The Housing Scene by by Lew Sichelman
by Lew Sichelman
The Housing Scene | April 27th, 2018

The next time you get behind a slow-moving tractor-trailer hauling what looks like a house, or parts of one, don’t scoff. The end result may be a better-built, less-expensive place than the one you live in.

Sure, most people prefer to live in a so-called stick-built home: one that’s put together on the job site, board by board, nail by nail. But it may surprise you to learn that many houses are built, at least to some degree, offsite in a controlled environment -- out of the weather and with far less waste.

The broad heading for this aspect of home building, which Tom Hardiman at the Modular Home Builders Association calls “three-dimensional volumetric construction,” is prefabrication (“prefab” for short).

There are many types of prefab. One is panelization, a term that covers several different techniques. Devin Perry, director of the Building Systems Council at the National Association of Home Builders, says it’s “a catch-all” label that includes pre-engineered floor and ceiling trusses and entire walls. The walls can come framed out, ready to be lifted into place, or they can be almost complete with siding, drywall, wiring, plumbing, windows and insulation.

Many major builders who put up the same three or four models over and over again use some form of panelization. But most smaller builders, the guys who put up only a few houses a year, still prefer to build the old-fashioned way, maintaining that it’s cheaper to do so.

However, Hardiman says the high demand for houses, rising costs and the lack of labor to build them are causing more and more builders to rethink that assessment. “They realize they can’t keep building like they used to,” he says. “They have to be more efficient.”

And building in a climate-controlled factory is nothing if not efficient. Here’s a shorthand version of the process:

The materials are sent to a factory, where they are stored under cover, preventing warping from snow, rain and the hot sun. As the lumber is needed, it’s placed on a series of rollers where it is cut -- sometimes by a skilled worker, other times by a programmed robot -- to the correct size. Still indoors, the pieces are put together, placed on a flatbed truck and hauled to the job site.

It happens quicker than the lumber could be cut and assembled on property -- and remember, time is money. There’s very little waste, if any, and no lost work days because of harsh weather conditions.

There are many other types of prefab construction, including modular homes, manufactured homes, log and timber homes, and structured insulation panels. Modular and manufactured are two of the more common.

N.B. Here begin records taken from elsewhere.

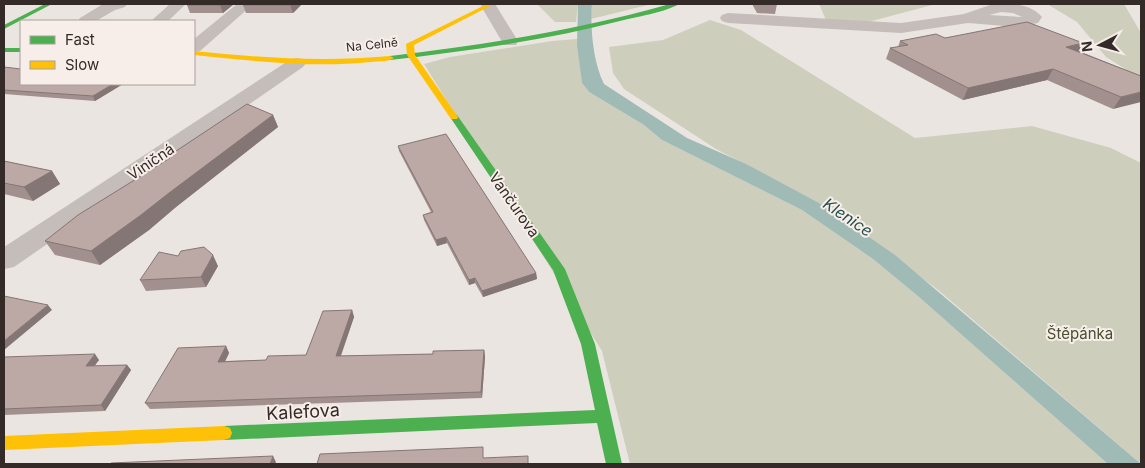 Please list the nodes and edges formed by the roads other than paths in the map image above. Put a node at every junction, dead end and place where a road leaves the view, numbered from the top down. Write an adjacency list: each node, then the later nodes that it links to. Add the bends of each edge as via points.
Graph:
1 (49, 4): 11 (street)
2 (120, 4): 9 (street, via 110,6)
3 (179, 4): 10 (street)
4 (676, 4): 12 (street, Na Celně)
5 (490, 5): 12 (street); 17 (street, via 410,44)
6 (242, 6): 13 (street)
7 (728, 18): 8 (street, via 902,28)
8 (968, 18)
9 (88, 20)
10 (160, 20)
11 (4, 27)
12 (510, 40): 17 (street, Na Celně)
13 (195, 46)
14 (4, 50): 15 (street)
15 (20, 50)
16 (195, 53): 18 (street, Na Celně)
17 (411, 55): 18 (street, Na Celně, via 349,62); 20 (street, Vančurova, via 559,269 588,344)
18 (297, 63): 19 (street, Viničná)
19 (4, 260)
20 (604, 416): 21 (street, Kalefova); 22 (street, Vančurova)
21 (4, 443)
22 (614, 464)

Modular construction is a method in which the house is built in large three-dimensional boxes or modules in the factory and shipped to the job site, where they are lifted into place by a crane. Once assembled and permanently attached to a foundation, they are virtually indistinguishable from conventionally built houses. And they are built to local building codes, so they meet the same requirements as site-built houses.

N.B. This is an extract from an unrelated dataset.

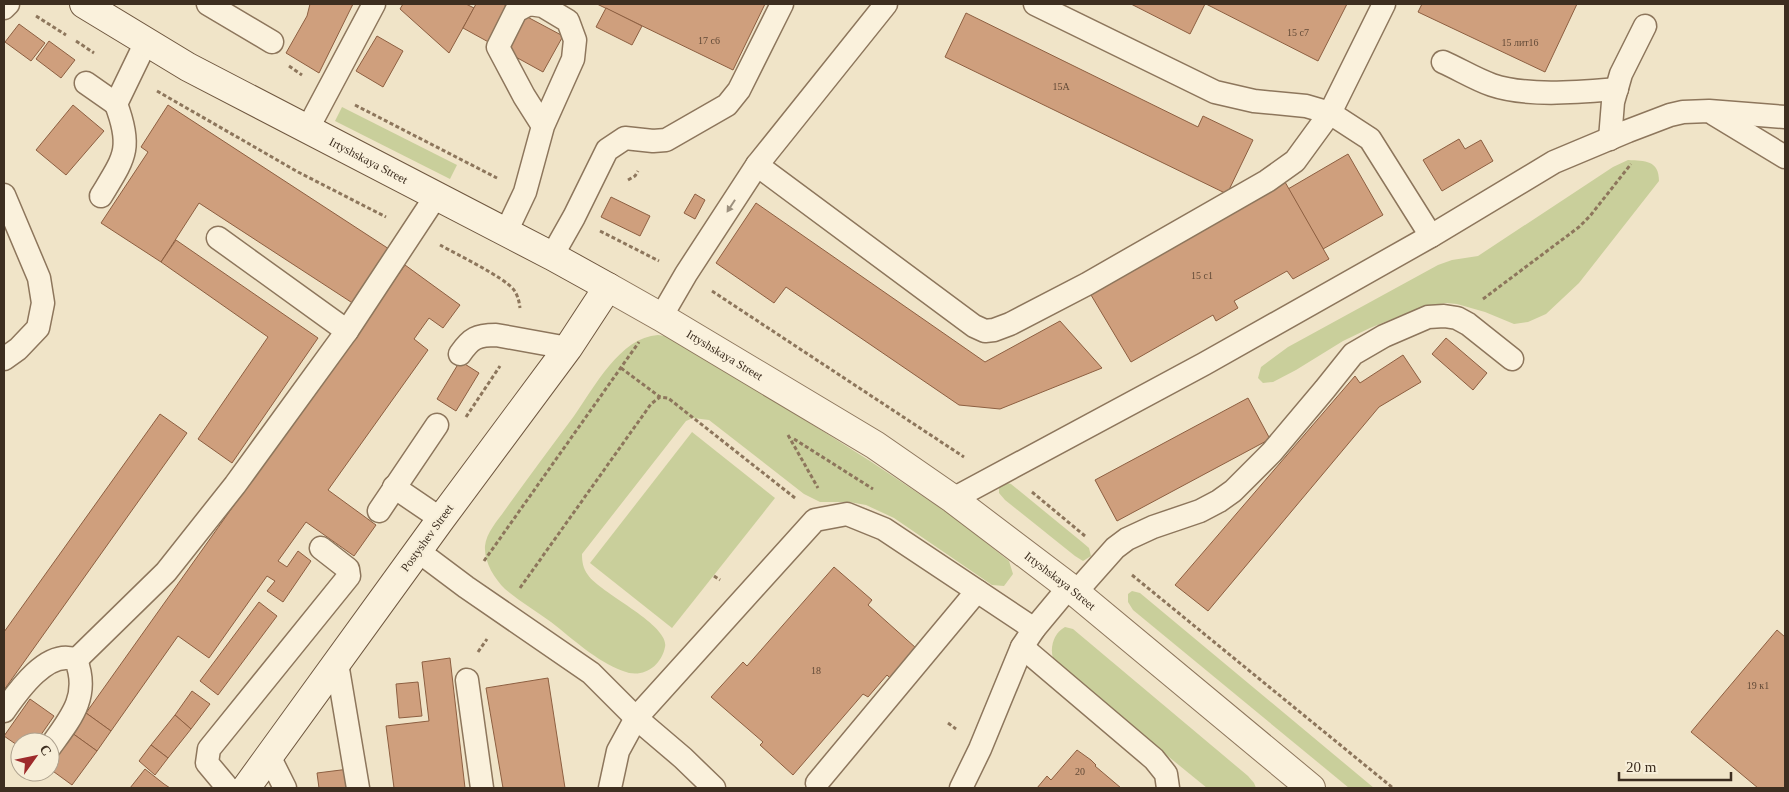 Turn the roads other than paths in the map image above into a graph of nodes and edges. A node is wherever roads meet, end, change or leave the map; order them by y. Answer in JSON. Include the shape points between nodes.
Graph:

Surprisingly, considering their positives, modular houses have made very few inroads in the housing sector. They reached their peak in 1998, when they accounted for 4 percent of total housing starts, says Perry of the NAHB. But since 2009, they have taken only a 2 percent share. “There has been a slight decline over the last 20 years,” Perry says, “but interest in them has been increasing lately.”

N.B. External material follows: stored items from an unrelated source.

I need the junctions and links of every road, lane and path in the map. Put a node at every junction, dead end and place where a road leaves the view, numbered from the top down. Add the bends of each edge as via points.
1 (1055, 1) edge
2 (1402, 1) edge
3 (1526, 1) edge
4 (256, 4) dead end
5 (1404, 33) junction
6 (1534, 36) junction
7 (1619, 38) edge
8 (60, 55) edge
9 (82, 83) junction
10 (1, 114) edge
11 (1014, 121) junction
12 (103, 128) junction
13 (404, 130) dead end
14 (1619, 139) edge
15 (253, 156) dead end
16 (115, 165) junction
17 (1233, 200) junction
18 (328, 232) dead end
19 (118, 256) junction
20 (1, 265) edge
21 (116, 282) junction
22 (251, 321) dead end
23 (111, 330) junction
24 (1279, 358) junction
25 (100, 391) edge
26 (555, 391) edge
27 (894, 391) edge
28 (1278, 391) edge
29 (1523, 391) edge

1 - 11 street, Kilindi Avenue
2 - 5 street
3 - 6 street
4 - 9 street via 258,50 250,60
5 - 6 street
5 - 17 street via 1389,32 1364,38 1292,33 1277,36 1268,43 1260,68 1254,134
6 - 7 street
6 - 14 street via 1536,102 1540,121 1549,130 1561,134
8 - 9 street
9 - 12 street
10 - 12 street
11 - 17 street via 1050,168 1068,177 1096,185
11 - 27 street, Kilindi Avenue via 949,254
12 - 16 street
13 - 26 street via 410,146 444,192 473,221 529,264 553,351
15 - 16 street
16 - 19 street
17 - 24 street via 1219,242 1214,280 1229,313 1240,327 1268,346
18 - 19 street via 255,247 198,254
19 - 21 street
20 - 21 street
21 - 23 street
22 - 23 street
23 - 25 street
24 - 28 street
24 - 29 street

Once known as mobile homes or trailers, manufactured houses were rebranded some time ago to escape their poor image. Nevertheless, they lost their luster around the turn of the century and are just now starting to make a comeback.

In 2000, manufacturers were in their heyday, producing 350,000 to 370,000 units a year. But by 2014, production had slipped to just 64,000 units. However, the NAHB counted 94,000 manufactured homes last year, and expects production to hit 100,000 this year and 111,000 in 2019.

Unlike other factory-built homes, manufactured homes are built to a federal building code promulgated by the Department of Housing and Urban Development. The HUD codes preempt local codes, which are often more stringent.

The units are completely constructed in a factory on a chassis and axles much like the frame your car rides on. They are then delivered via trailer -- hence the “trailer park” term -- to the site. Sometimes units are placed on a permanent foundation; sometimes they are simply parked on the lot.

While it is true that many manufactured homes never move again, some do. As long as the home is still solid enough to withstand the rigors of the journey, the wheels can be put back on and the home towed to another site. The chassis will always be there as part of the structure.